Le paysage ainsi décrit ne fait que poursuivre, d’une façon presque mécanique malgré les avatars quotidiens et les tentatives virtualistes de rétablir une vision optimiste, la dégradation accélérée du système occidental en général. Mais l’essentiel de notre propos est que la crise à laquelle nous nous référons ici, celle des matières financières, monétaires et économiques, n’est qu’un élément de la crise centrale et générale du système.
Un autre élément, comme on le voit également dans un autre “Bloc-Notes” du même jour, est la crise de type stratégique, dite de “l’arc de crise” qui va de la Somalie au Pakistan.

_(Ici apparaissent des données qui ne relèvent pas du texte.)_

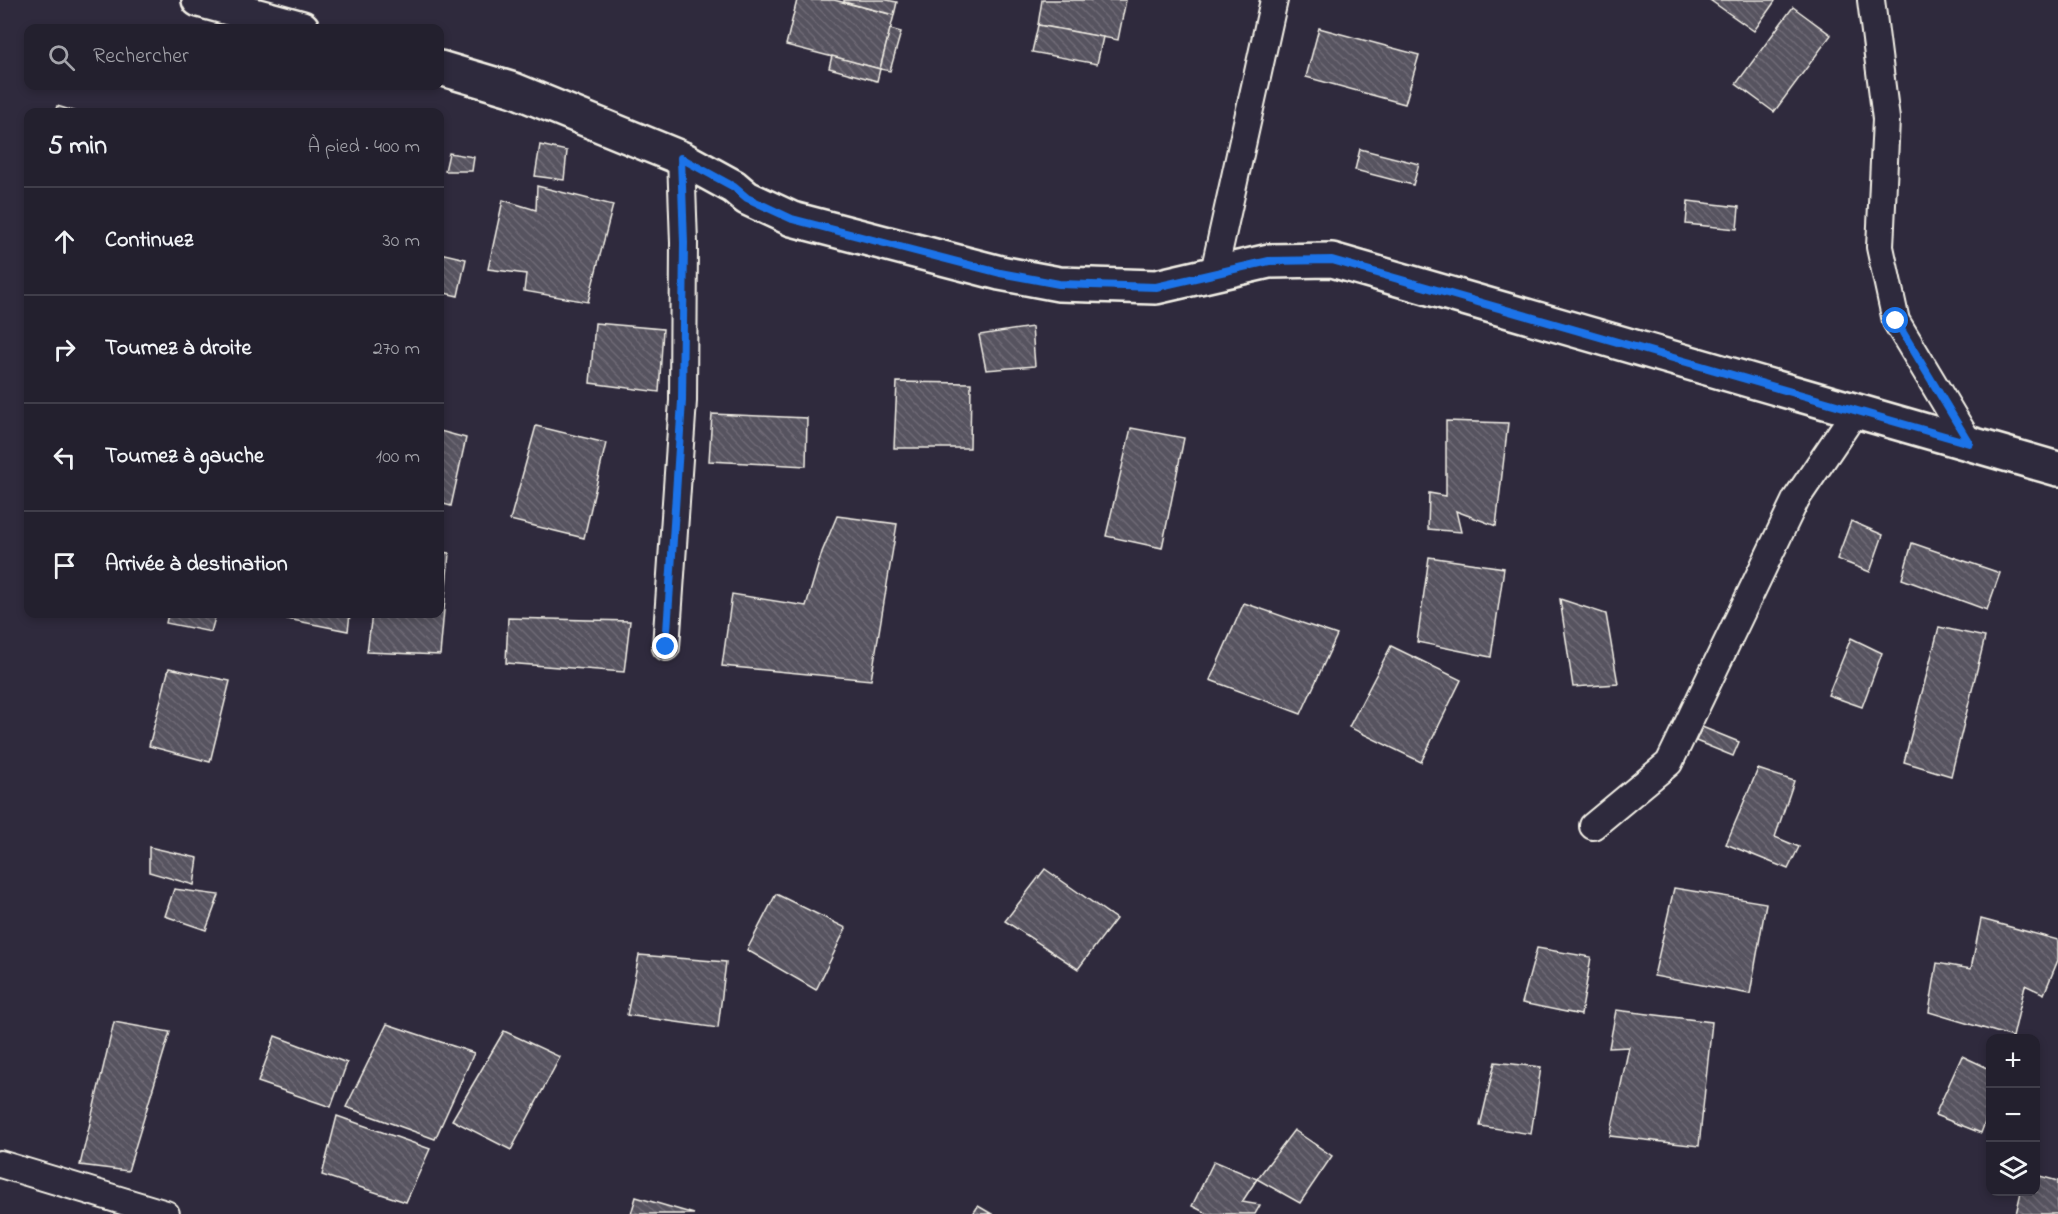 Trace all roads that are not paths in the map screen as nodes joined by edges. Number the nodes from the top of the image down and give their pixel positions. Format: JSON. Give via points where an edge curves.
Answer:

Ces seuls deux exemples nous renvoient, grâce aux analogies évidentes du point de vue de la gravité de l’événement, pour chacun d’eux, à une situation qui réunirait en même temps une crise financière se rapprochant en intensité de celle de 1929-1931 et une crise géopolitique semblable à celle de l’“arc de crise” de 1979-1980. On pourrait ajouter, si l’on veut faire des comptes plus ronds,
• Une crise de l’énergie, avec un baril quasiment à $100 et une pénurie affirmée dans certains pays consommateurs, avec une perspective d’une crise fondamentale de production par rapport à la demande, – donc une crise de l’énergie qui vaut pour le départ celle de 1973-1974, mais qui la dépassera évidemment. (Par exemple cette entame d’un article de l’International Herald Tribune du 31 ioctobre: «The rapidly growing appetite for fossil fuels in China and India is likely to help keep oil prices high for the foreseeable future – threatening a global economic slowdown, a top energy expert said Wednesday. The unusually stark warning by Fatih Birol, chief economist of the International Energy Agency, about the impact of Asia's emerging giants comes as the agency prepares to issue its influential annual report next week, which will focus on China and India. In preparing the report, Birol said he had experienced “an earthquake” in his thinking.»);
• Une crise de la sécurité européenne (le déploiement des systèmes BMDE en Europe), en gestation depuis février 2007 (discours de Poutine à Munich), qui pourrait nous ramener aux tourments de la crise des euromissiles de 1979-1984;
• Une crise climatique, qui n’a évidemment pas de précédent selon la perception qu’on en a. Même si son aspect météorologique et scientifique reste un sujet de contestation pour la détermination de la gravité et des responsabilités, il reste que la crise existe et qu’elle agit comme un détonateur pour la prise de conscience d’une crise environnementale qu’on peut qualifier de systémique, – système du monde, rien que cela, avec mise en cause indirecte mais puissante du système de développement de «l’économie de force” (Robert Aron-Arnaud Dandieu). Cette crise est sortie du domaine théorique. Depuis son installation en haut de l’“agenda” des institutions européennes (Commission et secrétariat général), on assiste, selon une de nos sources à la Commission, «à la mise en place d’une appréciation structurelle de cette crise dans un contexte résolument tourné vers la sécurité, la stratégie, la dimension militaire, etc. Dans toutes les réunions, les analyses, la planification aujourd’hui, cette crise est devenue une crise de sécurité». Cette démarche rejoint celle des USA à cet égard, pour transcrire la crise en termes stratégiques, politiques et économiques.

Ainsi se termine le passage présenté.